= GIVEN DATA =
=====

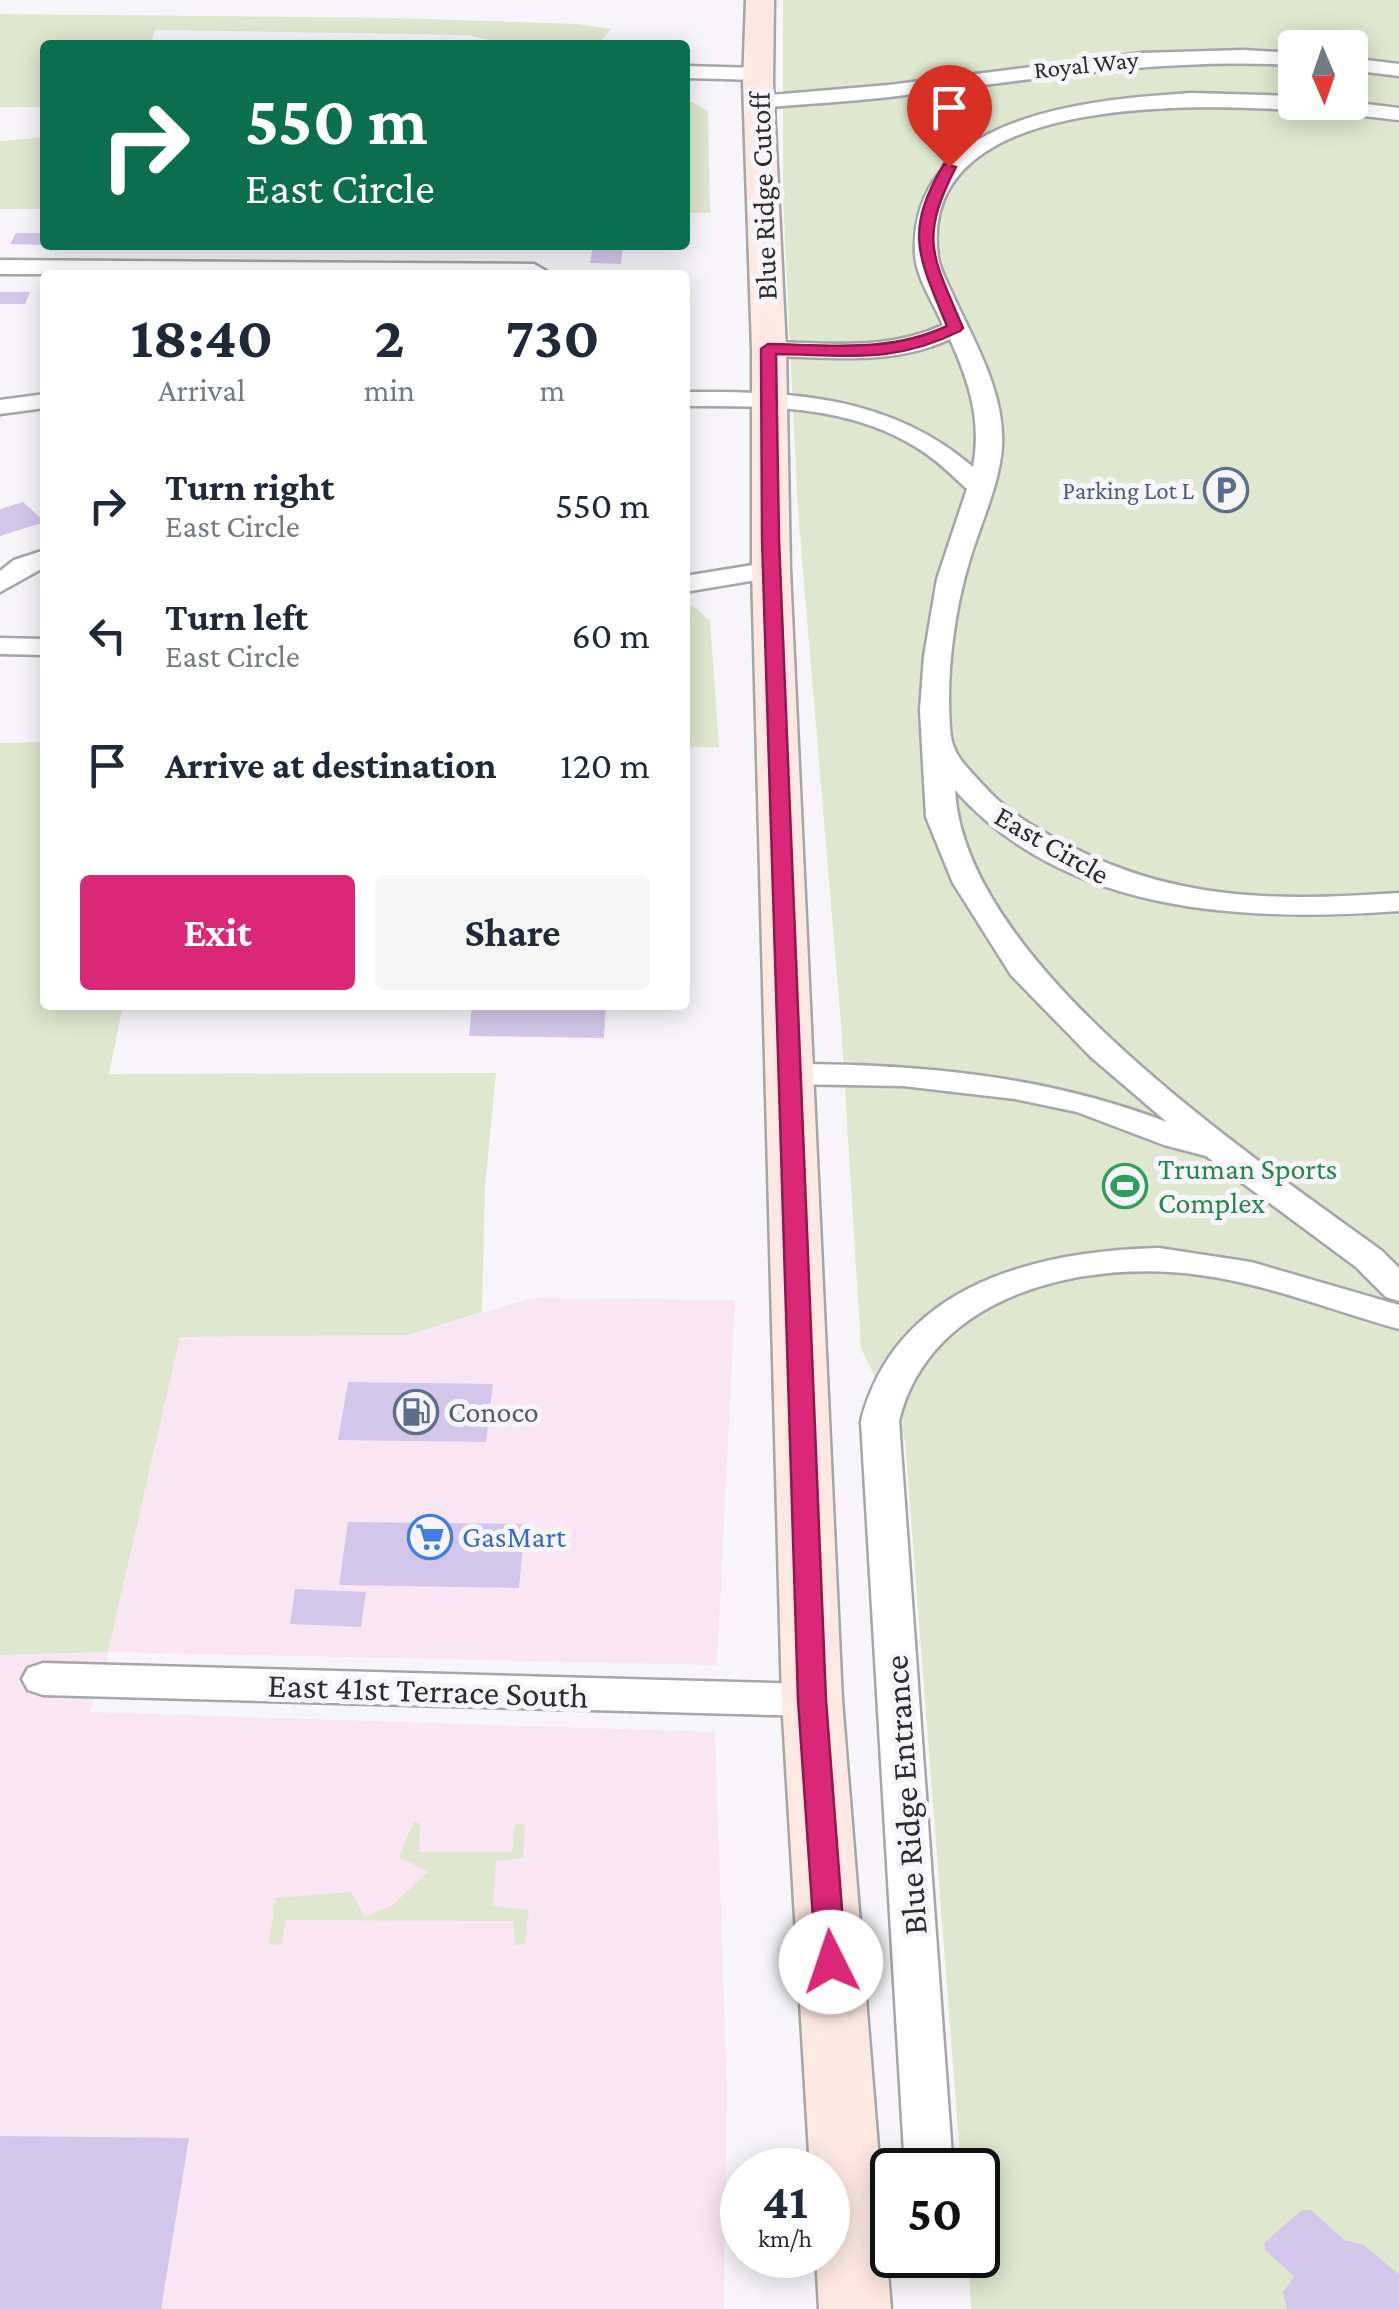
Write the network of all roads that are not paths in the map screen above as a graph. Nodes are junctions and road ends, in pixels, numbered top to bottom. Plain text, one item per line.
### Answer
1 (760, 0) edge
2 (1278, 58) edge
3 (1368, 66) edge
4 (1398, 70) edge
5 (690, 73) edge
6 (690, 82) edge
7 (759, 86) junction
8 (1278, 100) edge
9 (1368, 110) edge
10 (1399, 114) edge
11 (0, 267) edge
12 (267, 270) edge
13 (955, 328) junction
14 (768, 349) junction
15 (690, 399) edge
16 (766, 401) junction
17 (40, 402) edge
18 (0, 407) edge
19 (980, 486) junction
20 (40, 560) edge
21 (771, 570) junction
22 (690, 583) edge
23 (0, 584) edge
24 (0, 646) edge
25 (40, 646) edge
26 (938, 750) junction
27 (1399, 902) edge
28 (789, 1074) junction
29 (1217, 1147) junction
30 (1399, 1289) edge
31 (1399, 1317) edge
32 (44, 1679) dead end
33 (812, 1700) junction
34 (929, 2148) edge
35 (870, 2201) edge
36 (870, 2216) edge
37 (855, 2309) edge

1 - 7 main road, Blue Ridge Cutoff
2 - 7 street, Royal Way
3 - 4 street
5 - 7 street
6 - 7 street
7 - 14 main road, Blue Ridge Cutoff
8 - 13 street
9 - 10 street
11 - 12 street
13 - 14 street
13 - 19 street
14 - 16 main road, Blue Ridge Cutoff
15 - 16 street
16 - 19 street
16 - 21 main road, Blue Ridge Cutoff
17 - 18 street
19 - 26 street
20 - 23 street
21 - 22 street
21 - 28 main road, Blue Ridge Cutoff
24 - 25 street
26 - 27 street, East Circle
26 - 29 street
28 - 29 street
28 - 33 main road, Blue Ridge Cutoff
29 - 30 street
31 - 34 street, Blue Ridge Entrance
32 - 33 street, East 41st Terrace South
33 - 35 main road, Blue Ridge Cutoff
36 - 37 main road, Blue Ridge Cutoff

=====

= THE TASK =
Set down every entry above again exactly, dropping each picture.

= ANSWER BOX =
Write the network of all roads that are not paths in the map screen above as a graph. Nodes are junctions and road ends, in pixels, numbered top to bottom. Plain text, one item per line.
### Answer
1 (760, 0) edge
2 (1278, 58) edge
3 (1368, 66) edge
4 (1398, 70) edge
5 (690, 73) edge
6 (690, 82) edge
7 (759, 86) junction
8 (1278, 100) edge
9 (1368, 110) edge
10 (1399, 114) edge
11 (0, 267) edge
12 (267, 270) edge
13 (955, 328) junction
14 (768, 349) junction
15 (690, 399) edge
16 (766, 401) junction
17 (40, 402) edge
18 (0, 407) edge
19 (980, 486) junction
20 (40, 560) edge
21 (771, 570) junction
22 (690, 583) edge
23 (0, 584) edge
24 (0, 646) edge
25 (40, 646) edge
26 (938, 750) junction
27 (1399, 902) edge
28 (789, 1074) junction
29 (1217, 1147) junction
30 (1399, 1289) edge
31 (1399, 1317) edge
32 (44, 1679) dead end
33 (812, 1700) junction
34 (929, 2148) edge
35 (870, 2201) edge
36 (870, 2216) edge
37 (855, 2309) edge

1 - 7 main road, Blue Ridge Cutoff
2 - 7 street, Royal Way
3 - 4 street
5 - 7 street
6 - 7 street
7 - 14 main road, Blue Ridge Cutoff
8 - 13 street
9 - 10 street
11 - 12 street
13 - 14 street
13 - 19 street
14 - 16 main road, Blue Ridge Cutoff
15 - 16 street
16 - 19 street
16 - 21 main road, Blue Ridge Cutoff
17 - 18 street
19 - 26 street
20 - 23 street
21 - 22 street
21 - 28 main road, Blue Ridge Cutoff
24 - 25 street
26 - 27 street, East Circle
26 - 29 street
28 - 29 street
28 - 33 main road, Blue Ridge Cutoff
29 - 30 street
31 - 34 street, Blue Ridge Entrance
32 - 33 street, East 41st Terrace South
33 - 35 main road, Blue Ridge Cutoff
36 - 37 main road, Blue Ridge Cutoff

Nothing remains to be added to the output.